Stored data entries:

● ● ● ● ●

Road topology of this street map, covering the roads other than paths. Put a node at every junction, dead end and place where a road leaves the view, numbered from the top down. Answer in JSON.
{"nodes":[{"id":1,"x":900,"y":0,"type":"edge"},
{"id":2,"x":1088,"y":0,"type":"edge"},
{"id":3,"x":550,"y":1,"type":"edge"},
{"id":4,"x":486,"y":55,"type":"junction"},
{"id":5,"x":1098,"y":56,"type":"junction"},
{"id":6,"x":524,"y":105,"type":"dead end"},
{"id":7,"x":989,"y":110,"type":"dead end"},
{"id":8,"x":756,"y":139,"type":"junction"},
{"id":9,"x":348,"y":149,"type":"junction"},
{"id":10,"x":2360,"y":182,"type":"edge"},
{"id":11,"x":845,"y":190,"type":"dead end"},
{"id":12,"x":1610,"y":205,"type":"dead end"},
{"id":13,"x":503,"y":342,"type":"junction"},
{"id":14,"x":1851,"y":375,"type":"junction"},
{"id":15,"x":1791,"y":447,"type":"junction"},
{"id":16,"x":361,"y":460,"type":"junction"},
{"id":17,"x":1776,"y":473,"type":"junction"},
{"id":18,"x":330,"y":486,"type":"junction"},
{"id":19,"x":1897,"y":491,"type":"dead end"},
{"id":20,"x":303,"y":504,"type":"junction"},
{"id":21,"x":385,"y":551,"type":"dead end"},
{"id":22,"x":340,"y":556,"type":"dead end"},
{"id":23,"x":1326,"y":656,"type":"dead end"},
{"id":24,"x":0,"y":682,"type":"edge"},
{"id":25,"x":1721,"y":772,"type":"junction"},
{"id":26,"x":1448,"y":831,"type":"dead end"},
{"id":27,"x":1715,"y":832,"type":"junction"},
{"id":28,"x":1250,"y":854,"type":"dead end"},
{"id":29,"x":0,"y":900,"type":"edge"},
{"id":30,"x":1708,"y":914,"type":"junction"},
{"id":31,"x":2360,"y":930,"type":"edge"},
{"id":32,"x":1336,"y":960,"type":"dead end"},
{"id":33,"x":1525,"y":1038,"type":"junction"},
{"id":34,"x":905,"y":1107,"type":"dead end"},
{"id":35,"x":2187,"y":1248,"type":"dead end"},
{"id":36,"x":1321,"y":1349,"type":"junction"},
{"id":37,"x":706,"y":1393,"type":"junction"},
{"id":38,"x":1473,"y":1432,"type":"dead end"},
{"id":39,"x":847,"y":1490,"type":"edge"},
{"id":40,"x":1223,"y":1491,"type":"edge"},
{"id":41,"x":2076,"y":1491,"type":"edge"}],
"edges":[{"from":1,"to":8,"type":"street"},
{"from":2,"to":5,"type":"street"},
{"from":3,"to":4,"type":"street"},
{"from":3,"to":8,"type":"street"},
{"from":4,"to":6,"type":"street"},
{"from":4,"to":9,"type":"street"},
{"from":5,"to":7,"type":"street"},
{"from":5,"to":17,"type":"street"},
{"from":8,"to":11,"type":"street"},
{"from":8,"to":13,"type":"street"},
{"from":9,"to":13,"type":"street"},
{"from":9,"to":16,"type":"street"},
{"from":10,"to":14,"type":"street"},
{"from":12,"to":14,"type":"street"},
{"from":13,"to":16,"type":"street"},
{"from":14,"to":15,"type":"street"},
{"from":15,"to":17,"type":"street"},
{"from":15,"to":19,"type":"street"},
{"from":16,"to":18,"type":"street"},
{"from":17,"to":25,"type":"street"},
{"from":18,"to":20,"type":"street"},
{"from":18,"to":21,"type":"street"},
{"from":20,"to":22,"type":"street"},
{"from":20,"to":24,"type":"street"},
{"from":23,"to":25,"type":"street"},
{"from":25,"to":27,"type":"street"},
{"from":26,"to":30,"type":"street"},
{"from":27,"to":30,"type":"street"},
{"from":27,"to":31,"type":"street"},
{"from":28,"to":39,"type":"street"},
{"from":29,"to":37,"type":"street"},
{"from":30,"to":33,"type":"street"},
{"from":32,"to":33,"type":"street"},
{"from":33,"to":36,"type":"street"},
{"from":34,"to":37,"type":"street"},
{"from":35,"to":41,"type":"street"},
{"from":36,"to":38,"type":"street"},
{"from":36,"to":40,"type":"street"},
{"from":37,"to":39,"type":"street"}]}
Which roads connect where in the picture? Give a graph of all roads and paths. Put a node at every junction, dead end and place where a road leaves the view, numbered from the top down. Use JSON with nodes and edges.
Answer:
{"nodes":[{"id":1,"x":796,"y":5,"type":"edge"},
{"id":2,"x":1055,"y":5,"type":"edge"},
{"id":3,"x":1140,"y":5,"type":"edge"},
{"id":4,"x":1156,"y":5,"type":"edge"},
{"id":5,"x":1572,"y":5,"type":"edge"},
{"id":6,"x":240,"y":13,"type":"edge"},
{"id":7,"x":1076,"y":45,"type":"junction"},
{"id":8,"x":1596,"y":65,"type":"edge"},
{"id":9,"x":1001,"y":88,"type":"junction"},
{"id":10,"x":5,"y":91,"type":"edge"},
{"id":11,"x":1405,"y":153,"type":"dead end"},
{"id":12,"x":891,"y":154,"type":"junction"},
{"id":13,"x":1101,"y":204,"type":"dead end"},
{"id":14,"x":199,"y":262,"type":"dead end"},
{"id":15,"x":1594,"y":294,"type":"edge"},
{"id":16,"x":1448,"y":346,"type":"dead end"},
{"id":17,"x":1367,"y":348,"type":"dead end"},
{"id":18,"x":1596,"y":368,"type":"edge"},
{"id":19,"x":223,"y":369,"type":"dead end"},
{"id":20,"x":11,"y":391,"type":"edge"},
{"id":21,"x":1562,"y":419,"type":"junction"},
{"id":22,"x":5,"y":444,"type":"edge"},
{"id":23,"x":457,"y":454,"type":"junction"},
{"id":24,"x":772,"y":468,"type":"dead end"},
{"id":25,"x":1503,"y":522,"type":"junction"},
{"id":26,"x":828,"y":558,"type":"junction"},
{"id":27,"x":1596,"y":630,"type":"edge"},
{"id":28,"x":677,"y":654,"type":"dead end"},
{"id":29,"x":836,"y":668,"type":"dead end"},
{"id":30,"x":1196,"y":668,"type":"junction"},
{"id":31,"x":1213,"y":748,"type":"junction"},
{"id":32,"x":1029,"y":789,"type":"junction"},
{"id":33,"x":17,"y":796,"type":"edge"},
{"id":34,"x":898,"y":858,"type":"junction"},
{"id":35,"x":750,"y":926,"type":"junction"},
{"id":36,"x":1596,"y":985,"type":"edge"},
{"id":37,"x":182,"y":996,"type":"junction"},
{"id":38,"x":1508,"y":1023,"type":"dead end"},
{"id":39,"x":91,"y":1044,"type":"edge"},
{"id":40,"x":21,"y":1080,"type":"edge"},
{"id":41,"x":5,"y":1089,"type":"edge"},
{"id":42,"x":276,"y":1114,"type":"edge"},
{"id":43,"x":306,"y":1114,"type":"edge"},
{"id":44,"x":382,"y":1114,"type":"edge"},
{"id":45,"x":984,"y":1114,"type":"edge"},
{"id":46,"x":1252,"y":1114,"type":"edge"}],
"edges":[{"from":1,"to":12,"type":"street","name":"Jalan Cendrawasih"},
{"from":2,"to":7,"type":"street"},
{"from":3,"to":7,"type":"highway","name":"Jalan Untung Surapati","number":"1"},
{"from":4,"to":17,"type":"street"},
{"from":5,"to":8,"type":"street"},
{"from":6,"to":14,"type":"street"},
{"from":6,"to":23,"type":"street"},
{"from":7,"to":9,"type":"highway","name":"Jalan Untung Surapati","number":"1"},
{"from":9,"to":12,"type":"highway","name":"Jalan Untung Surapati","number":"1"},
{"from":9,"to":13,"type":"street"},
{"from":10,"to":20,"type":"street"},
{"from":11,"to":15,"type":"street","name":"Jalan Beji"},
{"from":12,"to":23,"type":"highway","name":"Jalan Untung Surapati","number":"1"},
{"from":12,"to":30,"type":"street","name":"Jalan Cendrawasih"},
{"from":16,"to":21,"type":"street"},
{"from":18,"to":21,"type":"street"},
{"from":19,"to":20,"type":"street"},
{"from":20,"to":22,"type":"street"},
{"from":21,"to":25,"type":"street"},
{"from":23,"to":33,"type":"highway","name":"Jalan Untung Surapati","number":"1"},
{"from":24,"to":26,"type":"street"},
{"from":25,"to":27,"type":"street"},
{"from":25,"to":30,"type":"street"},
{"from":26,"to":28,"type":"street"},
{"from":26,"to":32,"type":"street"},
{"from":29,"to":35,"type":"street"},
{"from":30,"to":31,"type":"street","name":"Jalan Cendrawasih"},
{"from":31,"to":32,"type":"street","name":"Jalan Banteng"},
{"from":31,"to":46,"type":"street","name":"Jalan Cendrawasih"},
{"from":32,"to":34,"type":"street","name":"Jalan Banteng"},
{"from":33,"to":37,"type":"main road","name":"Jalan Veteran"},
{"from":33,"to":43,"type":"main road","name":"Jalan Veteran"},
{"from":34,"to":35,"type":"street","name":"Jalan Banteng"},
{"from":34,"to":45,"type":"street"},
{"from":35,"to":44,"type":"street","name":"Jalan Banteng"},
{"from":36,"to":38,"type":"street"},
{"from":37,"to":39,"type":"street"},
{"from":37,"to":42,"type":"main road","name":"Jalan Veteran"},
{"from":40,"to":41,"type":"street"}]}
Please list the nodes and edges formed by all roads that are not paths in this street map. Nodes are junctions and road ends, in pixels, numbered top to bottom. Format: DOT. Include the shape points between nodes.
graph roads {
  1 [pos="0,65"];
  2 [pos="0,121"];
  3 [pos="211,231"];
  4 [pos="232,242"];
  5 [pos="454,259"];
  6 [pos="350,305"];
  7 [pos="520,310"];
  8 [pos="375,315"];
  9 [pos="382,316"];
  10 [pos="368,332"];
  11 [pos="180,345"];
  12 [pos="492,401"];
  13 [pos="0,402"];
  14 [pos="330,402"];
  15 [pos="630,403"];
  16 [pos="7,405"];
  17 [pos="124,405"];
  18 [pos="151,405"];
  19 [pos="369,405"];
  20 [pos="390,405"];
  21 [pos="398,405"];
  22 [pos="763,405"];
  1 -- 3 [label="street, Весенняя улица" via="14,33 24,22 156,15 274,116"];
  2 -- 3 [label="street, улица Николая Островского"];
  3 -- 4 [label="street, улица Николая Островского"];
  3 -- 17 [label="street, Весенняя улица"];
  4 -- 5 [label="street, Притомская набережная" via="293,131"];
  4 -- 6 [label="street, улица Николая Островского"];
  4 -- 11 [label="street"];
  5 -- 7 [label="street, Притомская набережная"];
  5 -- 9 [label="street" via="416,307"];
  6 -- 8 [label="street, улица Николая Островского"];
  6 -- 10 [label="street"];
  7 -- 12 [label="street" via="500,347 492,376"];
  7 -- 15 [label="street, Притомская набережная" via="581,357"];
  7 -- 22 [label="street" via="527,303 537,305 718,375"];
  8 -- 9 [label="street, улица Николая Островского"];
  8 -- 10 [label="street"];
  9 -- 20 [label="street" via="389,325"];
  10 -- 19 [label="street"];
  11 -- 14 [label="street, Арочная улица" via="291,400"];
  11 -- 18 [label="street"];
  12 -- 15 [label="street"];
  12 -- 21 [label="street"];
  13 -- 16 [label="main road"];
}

● ● ● ● ●

Copy each line in the data that holds the word "where".

Road topology of this street map, covering the roads other than paths. Put a node at every junction, dead end and place where a road leaves the view, numbered from the top down. Answer in JSON.
Which roads connect where in the picture? Give a graph of all roads and paths. Put a node at every junction, dead end and place where a road leaves the view, numbered from the top down. Use JSON with nodes and edges.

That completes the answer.